Abstract
Epigenetic alterations are common and can now be addressed in a parallel fashion. We investigated the methylation in bladder cancer with respect to location in genome, consistency, variation in metachronous tumors, impact on transcripts, chromosomal location, and usefulness as urinary markers. A microarray assay was utilized to analyze methylation in 56 samples. Independent validation was conducted in 63 samples by a PCR-based method and bisulfite sequencing. The methylation levels in 174 urine specimens were quantified. Transcript levels were analyzed using expression microarrays and pathways were analyzed using dedicated software. Global methylation patterns were established within and outside CpG islands.

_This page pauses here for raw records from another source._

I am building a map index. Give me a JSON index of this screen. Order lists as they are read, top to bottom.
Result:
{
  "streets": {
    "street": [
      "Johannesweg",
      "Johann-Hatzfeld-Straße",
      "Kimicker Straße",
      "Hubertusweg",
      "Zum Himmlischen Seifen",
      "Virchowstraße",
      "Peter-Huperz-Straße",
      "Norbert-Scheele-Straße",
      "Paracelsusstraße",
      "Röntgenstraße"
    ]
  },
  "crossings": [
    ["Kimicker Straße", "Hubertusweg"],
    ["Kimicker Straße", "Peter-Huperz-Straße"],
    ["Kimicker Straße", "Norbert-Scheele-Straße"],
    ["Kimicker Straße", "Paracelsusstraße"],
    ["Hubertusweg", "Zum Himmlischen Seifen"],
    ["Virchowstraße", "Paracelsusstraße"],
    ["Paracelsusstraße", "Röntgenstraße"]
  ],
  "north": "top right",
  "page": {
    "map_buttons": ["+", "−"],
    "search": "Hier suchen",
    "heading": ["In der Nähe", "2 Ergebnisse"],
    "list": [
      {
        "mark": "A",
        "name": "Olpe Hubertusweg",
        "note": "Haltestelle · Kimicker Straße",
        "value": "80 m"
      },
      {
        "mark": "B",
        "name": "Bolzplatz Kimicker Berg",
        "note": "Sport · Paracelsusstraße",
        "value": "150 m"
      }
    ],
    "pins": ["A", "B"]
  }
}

We validated methylation of the eight tumor markers genes ZNF154 (P < 0.0001), HOXA9 (P < 0.0001), POU4F2 (P < 0.0001), EOMES (P = 0.0005), ACOT11 (P = 0.0001), PCDHGA12 (P = 0.0001), CA3 (P = 0.0002), and PTGDR (P = 0.0110), the candidate marker of disease progression TBX4 (P < 0.04), and other genes with stage-specific methylation. The methylation of metachronous tumors was stable and targeted to certain pathways. The correlation to expression was not stringent. Chromosome 21 showed most differential methylation (P < 0.0001) and specifically hypomethylation of keratins, which together with keratin-like proteins were epigenetically regulated. In DNA from voided urine, we detected differential methylation of ZNF154 (P < 0.0001), POU4F2 (P < 0.0001), HOXA9 (P < 0.0001), and EOMES (P < 0.0001), achieving 84% sensitivity and 96% specificity. We initiated a detailed mapping of the methylome in metachronous bladder cancer. Novel genes with tumor, chromosome, as well as pathway-specific differential methylation in bladder cancer were identified. The methylated genes were promising cancer markers for early detection of bladder cancer.
Highlights
Epigenetics is the study of mitotically and/or meiotically heritable changes in gene function that cannot be explained by changes in DNA sequence [1]
We initiated a detailed mapping of the methylome in metachronous bladder cancer
Transcriptional inactivation by CpG island promoter hypermethylation is a well-established mechanism for gene silencing in cancer including bladder cancer [8,9,10,11,12,13,14,15,16,17,18], and aberrant methylation is associated with stage, grade of the tumors as well as recurrence rate and progression [19,20,21,22,23,24]
Summary
Epigenetics is the study of mitotically and/or meiotically heritable changes in gene function that cannot be explained by changes in DNA sequence [1]. CpG dinucleotides outside CpG islands are generally hypermethylated in normal cells and undergo a substantial loss of DNA methylation in cancers. CpG sites within CpG islands are usually in an unmethylated state permissive to transcription in normal cells but become hypermethylated at certain promoters in cancers. Transcriptional inactivation by CpG island promoter hypermethylation is a well-established mechanism for gene silencing in cancer including bladder cancer [8,9,10,11,12,13,14,15,16,17,18], and aberrant methylation is associated with stage, grade of the tumors as well as recurrence rate and progression [19,20,21,22,23,24]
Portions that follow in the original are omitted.